Professor Ann Peters of the Stern College English Department inspired my short story era. Taking her Global Short Fiction class made me rethink my hatred for the short story. I felt that depth could be missing from stories that are not novel-length, and that I would not connect with the characters as deeply. Yet, after writing a 15-page paper on two of Arthur C. Clarke’s stories (“The Nine Billion Names of God” and “A Walk in the Dark,” both of which I highly recommend), I wanted to read more. A trip to the local Barnes & Noble and a web search for an amazing science fiction collection had me leaving with “Stories of Your Life and Others” by Ted Chiang.
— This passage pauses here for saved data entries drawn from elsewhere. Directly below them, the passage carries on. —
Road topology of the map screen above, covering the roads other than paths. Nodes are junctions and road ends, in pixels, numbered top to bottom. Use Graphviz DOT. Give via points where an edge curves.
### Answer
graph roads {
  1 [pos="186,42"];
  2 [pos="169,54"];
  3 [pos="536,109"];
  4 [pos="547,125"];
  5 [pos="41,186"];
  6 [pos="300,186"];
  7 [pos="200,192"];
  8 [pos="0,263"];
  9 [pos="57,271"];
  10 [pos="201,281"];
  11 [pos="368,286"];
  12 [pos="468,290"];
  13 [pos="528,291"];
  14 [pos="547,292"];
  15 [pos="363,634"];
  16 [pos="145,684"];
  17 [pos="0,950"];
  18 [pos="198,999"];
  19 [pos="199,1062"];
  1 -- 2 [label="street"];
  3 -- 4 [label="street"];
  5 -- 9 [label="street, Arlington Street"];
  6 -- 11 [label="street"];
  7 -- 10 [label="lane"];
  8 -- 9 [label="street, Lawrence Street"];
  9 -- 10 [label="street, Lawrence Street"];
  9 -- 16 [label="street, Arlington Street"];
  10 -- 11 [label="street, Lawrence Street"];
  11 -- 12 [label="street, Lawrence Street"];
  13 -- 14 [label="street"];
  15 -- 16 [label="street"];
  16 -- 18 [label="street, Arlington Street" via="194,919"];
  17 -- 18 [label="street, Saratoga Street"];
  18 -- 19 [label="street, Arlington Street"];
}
Wow, what a good pick. I read every word voraciously, jotting down observations and moments of realization. “Hell is the Absence of God,” a story about innocent suffering, made me cry. “Story of Your Life,” the story for which the collection was named, was fascinating, with a story structure that geniously reflects the mental state of the main character and “Seventy-Two Letters,” which draws heavily on the Jewish mysticism of Kabbalah.
Safe to say, I bought his second collection.
But the first story in his first collection, “Tower of Babylon,” compelled me. At the time, I had just finished writing a paper exploring what the sin of the people of the biblical Tower of Babylon was, and I wondered what a literary interpretation could be.
The story, of course, deals with the building of the Tower of Babylon. Set in ancient Babylon, the people believe that there is a vault above the flat Earth that houses Heaven and therefore their god. Hillalum, the protagonist, is one of those people in centuries of tradition who have contributed to building a tower to reach the domain of their deity. He is one of the miners who has to complete the four-month-long trek up the double spiral staircase to chip away at the barrier of the vault and enter into their deity’s domain. Hillalum sees generations of people who have built their lives on the tower's hundreds of floors. Some of the newer generations have never lived on the ground at all.
When they finally reach the top, Hillalum, the chosen miner, sets to work on the granite-like wall of the vault. Afraid of the Flood and afraid that they will unleash another one when they open the vault, the other workers create a stone to block the entrance should water start flowing.
As Hillalum continues his work, their fears come true. He hits a water reservoir and is trapped in the tunnel that is rapidly filling with water. Barely avoiding drowning, he gets to the surface and believes that he is in Heaven. He soon is disappointed to realize that he is back on Earth. He is no worse for wear, their god has not seemed to notice him or punish him, and he is back where he started. He is on the ground, on the surface of the Earth.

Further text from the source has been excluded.